* [EXERCISE GOAL]:
Find the word "main" below. Copy each line that has it.

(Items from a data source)
────────────────────

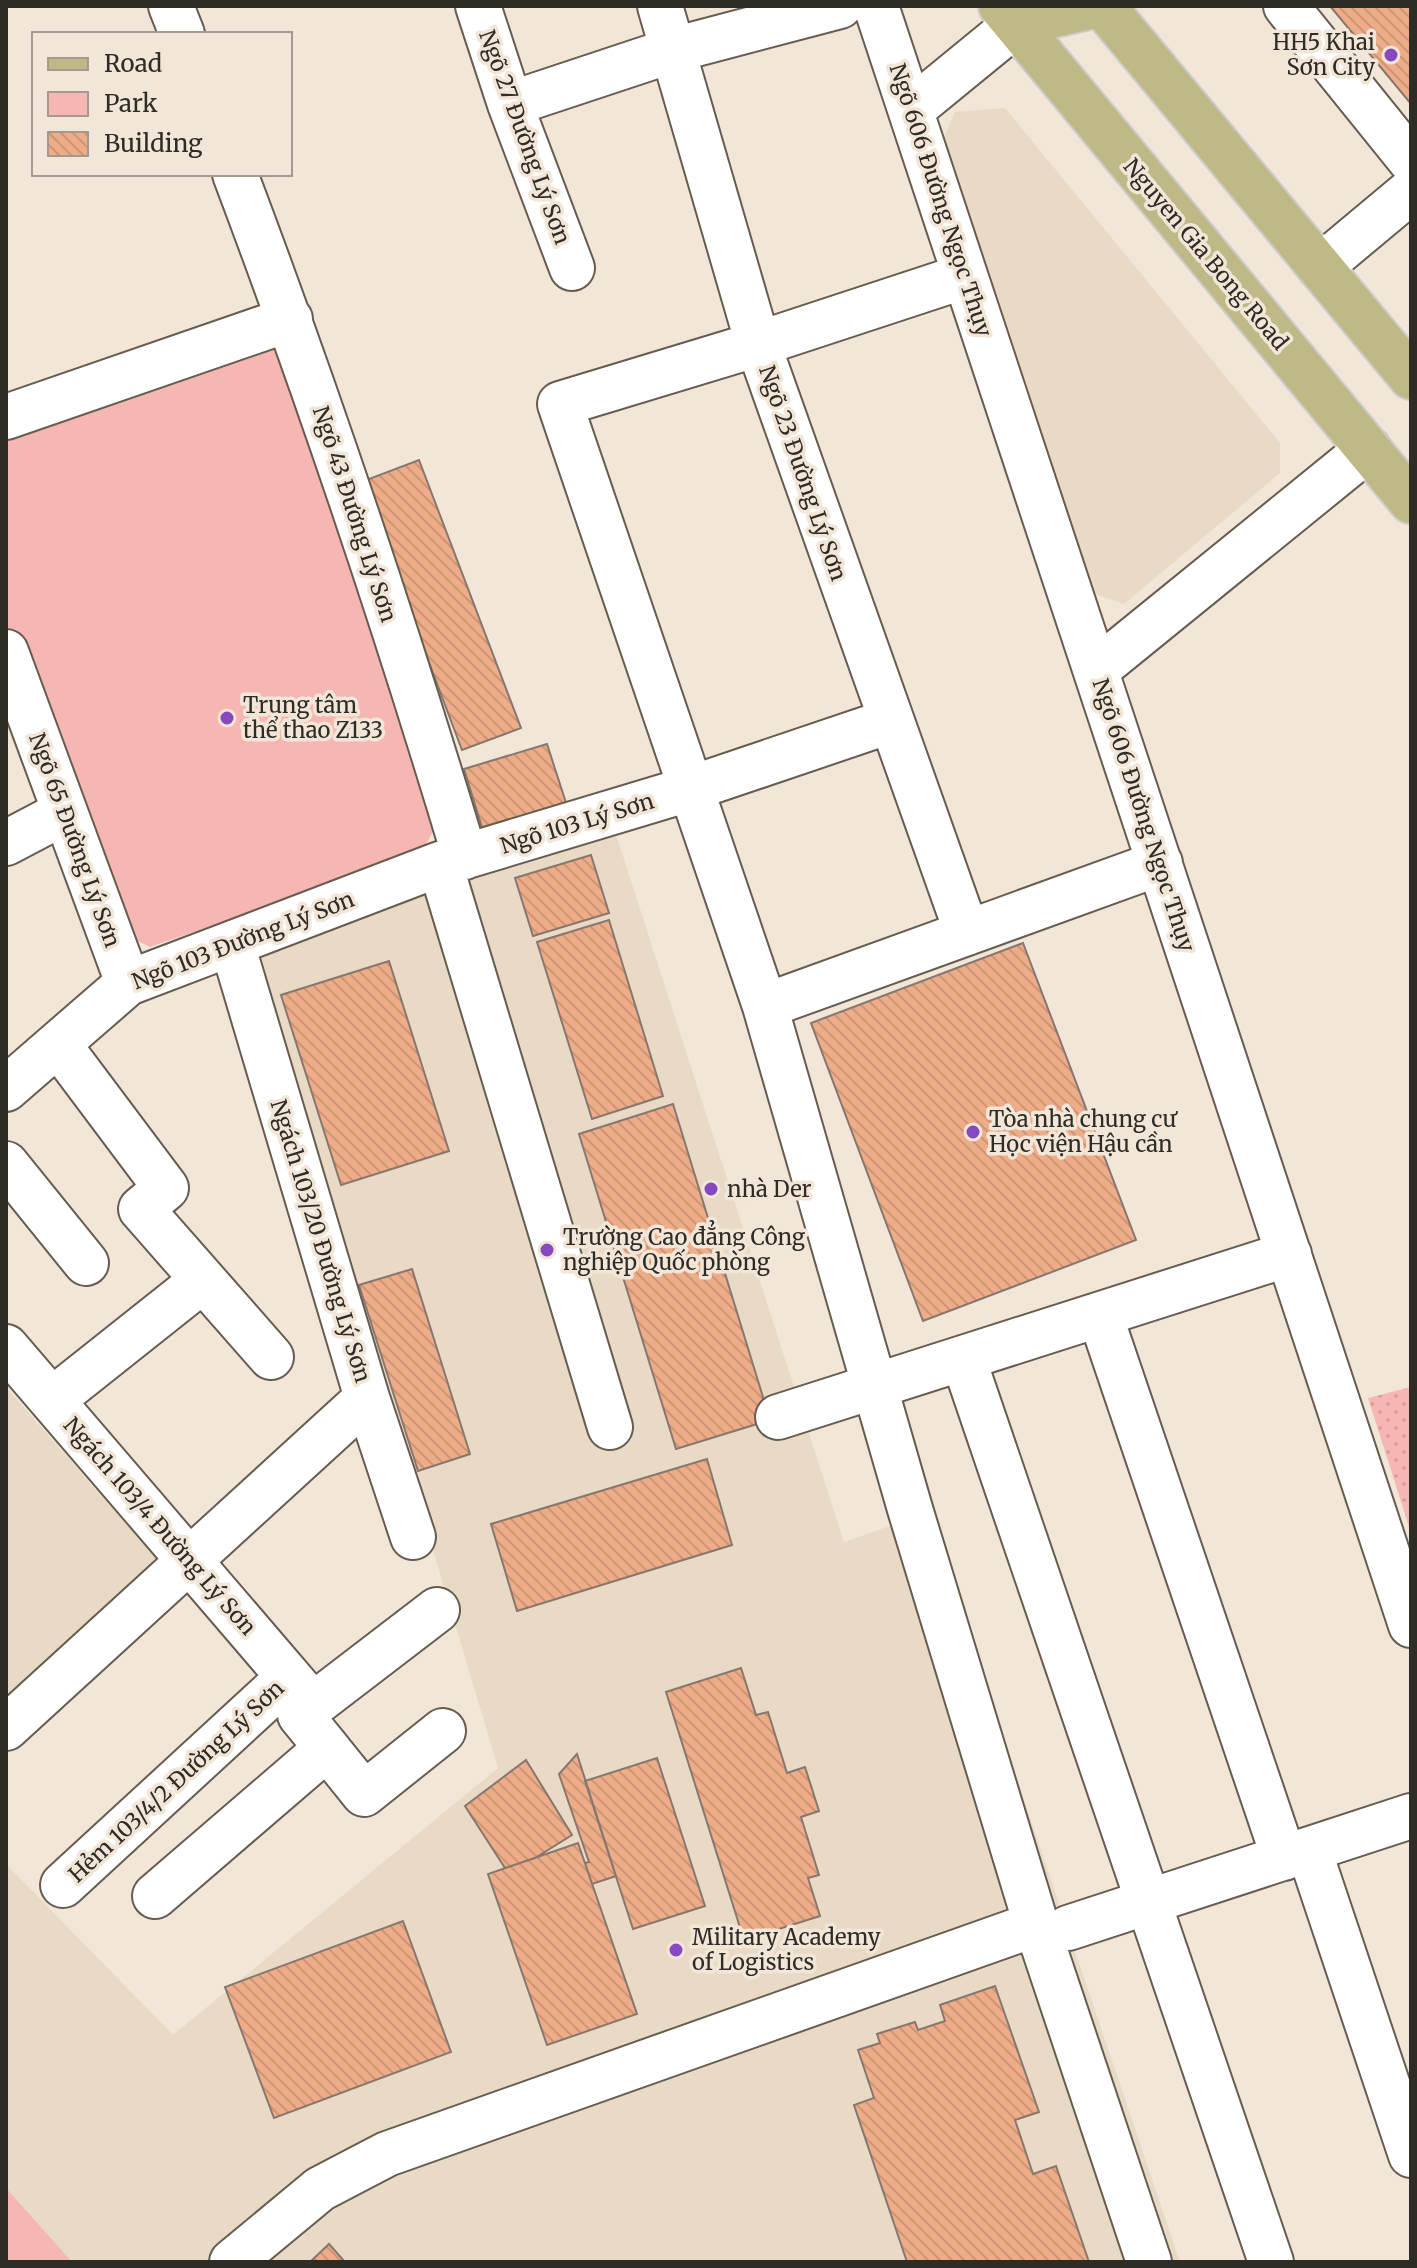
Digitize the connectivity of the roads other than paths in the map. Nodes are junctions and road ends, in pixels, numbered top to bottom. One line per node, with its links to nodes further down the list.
1 (171, 6): 10 (street)
2 (478, 6): 12 (street, Ngõ 27 Đường Lý Sơn)
3 (660, 6): 11 (street, Ngõ 23 Đường Lý Sơn)
4 (840, 6): 11 (street)
5 (876, 6): 13 (street, Ngõ 606 Đường Ngọc Thụy)
6 (1093, 6): 9 (main road)
7 (1103, 6): 17 (main road)
8 (1286, 6): 14 (street)
9 (1008, 15): 13 (street); 24 (main road, Nguyen Gia Bong Road)
10 (181, 32)
11 (673, 50): 12 (street); 21 (street, Ngõ 23 Đường Lý Sơn)
12 (510, 104): 18 (street, Ngõ 27 Đường Lý Sơn)
13 (911, 110): 19 (street, Ngõ 606 Đường Ngọc Thụy)
14 (1411, 161)
15 (236, 176): 20 (street, Ngõ 43 Đường Lý Sơn)
16 (1411, 191): 17 (street)
17 (1320, 267): 22 (main road)
18 (572, 268)
19 (965, 276): 21 (street); 27 (street, Ngõ 606 Đường Ngọc Thụy)
20 (290, 319): 23 (street); 32 (street, Ngõ 43 Đường Lý Sơn)
21 (758, 344): 28 (street, Ngõ 23 Đường Lý Sơn); 29 (street)
22 (1411, 377)
23 (6, 417)
24 (1368, 449): 25 (main road, Nguyen Gia Bong Road); 27 (street)
25 (1411, 501)
26 (6, 652): 30 (street, Ngõ 65 Đường Lý Sơn)
27 (1096, 670): 33 (street, Ngõ 606 Đường Ngọc Thụy)
28 (890, 721): 29 (street, Ngõ 103 Lý Sơn); 34 (street, Ngõ 23 Đường Lý Sơn)
29 (689, 789): 32 (street, Ngõ 103 Lý Sơn); 37 (street)
30 (65, 812): 31 (street); 36 (street, Ngõ 65 Đường Lý Sơn)
31 (6, 843)
32 (452, 860): 35 (street, Ngõ 103 Đường Lý Sơn); 52 (street, Ngõ 43 Đường Lý Sơn)
33 (1160, 863): 34 (street); 41 (street, Ngõ 606 Đường Ngọc Thụy)
34 (967, 933): 37 (street)
35 (232, 944): 36 (street, Ngõ 103 Đường Lý Sơn); 49 (street, Ngách 103/20 Đường Lý Sơn)
36 (128, 983): 38 (street, Ngõ 103 Đường Lý Sơn)
37 (765, 1006): 48 (street)
38 (58, 1044): 39 (street, Ngõ 103 Đường Lý Sơn); 43 (street)
39 (6, 1089)
40 (6, 1164): 42 (street)
41 (1289, 1254): 44 (street); 56 (street, Ngõ 606 Đường Ngọc Thụy)
42 (86, 1263)
43 (203, 1280): 46 (street); 50 (street)
44 (1100, 1315): 47 (street); 62 (street)
45 (6, 1347): 50 (street, Ngách 103/4 Đường Lý Sơn)
46 (271, 1357)
47 (963, 1358): 48 (street); 65 (street)
48 (874, 1386): 51 (street); 66 (street)
49 (367, 1398): 53 (street, Ngách 103/20 Đường Lý Sơn); 54 (street)
50 (52, 1400): 54 (street, Ngách 103/4 Đường Lý Sơn)
51 (778, 1417)
52 (610, 1427)
53 (413, 1537)
54 (191, 1562): 57 (street, Ngách 103/4 Đường Lý Sơn); 58 (street)
55 (437, 1610): 57 (street, Hẻm 103/4/2 Đường Lý Sơn)
56 (1411, 1625)
57 (301, 1691): 60 (street); 63 (street, Hẻm 103/4/2 Đường Lý Sơn)
58 (6, 1728)
59 (443, 1731): 60 (street)
60 (327, 1748): 64 (street)
61 (1411, 1816): 62 (street)
62 (1297, 1854): 65 (street); 67 (street)
63 (63, 1885)
64 (155, 1896)
65 (1150, 1901): 66 (street); 70 (street)
66 (1052, 1926): 68 (street); 69 (street)
67 (1411, 2155)
68 (232, 2262)
69 (1149, 2262)
70 (1271, 2262)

────────────────────

* [ANSWER FOR THE TASK]:
6 (1093, 6): 9 (main road)
7 (1103, 6): 17 (main road)
9 (1008, 15): 13 (street); 24 (main road, Nguyen Gia Bong Road)
17 (1320, 267): 22 (main road)
24 (1368, 449): 25 (main road, Nguyen Gia Bong Road); 27 (street)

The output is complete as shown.